§ **LISTED RECORDS**
━━━
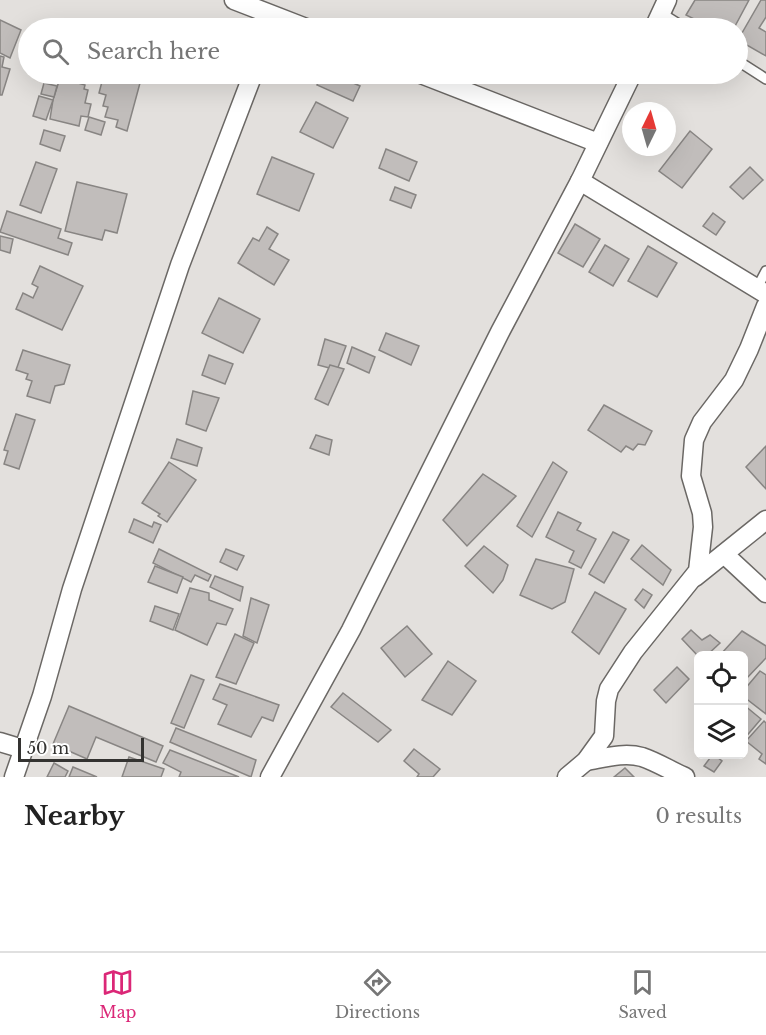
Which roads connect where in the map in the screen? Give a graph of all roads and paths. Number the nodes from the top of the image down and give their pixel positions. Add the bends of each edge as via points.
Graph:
1 (234, 0) edge
2 (265, 18) edge
3 (748, 67) edge
4 (766, 79) edge
5 (249, 84) edge
6 (447, 84) edge
7 (627, 84) edge
8 (598, 143) junction
9 (580, 181) junction
10 (766, 271) edge
11 (761, 291) edge
12 (766, 306) edge
13 (766, 520) edge
14 (724, 554) junction
15 (694, 578) junction
16 (766, 593) edge
17 (0, 742) edge
18 (23, 749) junction
19 (586, 761) junction
20 (14, 777) edge
21 (270, 777) edge
22 (567, 777) edge
23 (685, 777) edge

1 - 2 street
3 - 4 lane
5 - 18 street via 180,265
6 - 8 street
7 - 8 street
8 - 9 street
9 - 11 street
9 - 21 street via 351,630
10 - 11 lane
12 - 15 street via 734,380 702,422 694,440 692,476 703,527 700,563
13 - 14 street
14 - 15 street
14 - 16 street
15 - 19 street via 633,652 609,689 604,736
17 - 18 street
18 - 20 street
19 - 22 street
19 - 23 street via 636,756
━━━
§ **YOUR TASK**
If the listing above includes images, copy every line of it exactly except those images.

§ **EXERCISE SOLUTION**
Which roads connect where in the map in the screen? Give a graph of all roads and paths. Number the nodes from the top of the image down and give their pixel positions. Add the bends of each edge as via points.
Graph:
1 (234, 0) edge
2 (265, 18) edge
3 (748, 67) edge
4 (766, 79) edge
5 (249, 84) edge
6 (447, 84) edge
7 (627, 84) edge
8 (598, 143) junction
9 (580, 181) junction
10 (766, 271) edge
11 (761, 291) edge
12 (766, 306) edge
13 (766, 520) edge
14 (724, 554) junction
15 (694, 578) junction
16 (766, 593) edge
17 (0, 742) edge
18 (23, 749) junction
19 (586, 761) junction
20 (14, 777) edge
21 (270, 777) edge
22 (567, 777) edge
23 (685, 777) edge

1 - 2 street
3 - 4 lane
5 - 18 street via 180,265
6 - 8 street
7 - 8 street
8 - 9 street
9 - 11 street
9 - 21 street via 351,630
10 - 11 lane
12 - 15 street via 734,380 702,422 694,440 692,476 703,527 700,563
13 - 14 street
14 - 15 street
14 - 16 street
15 - 19 street via 633,652 609,689 604,736
17 - 18 street
18 - 20 street
19 - 22 street
19 - 23 street via 636,756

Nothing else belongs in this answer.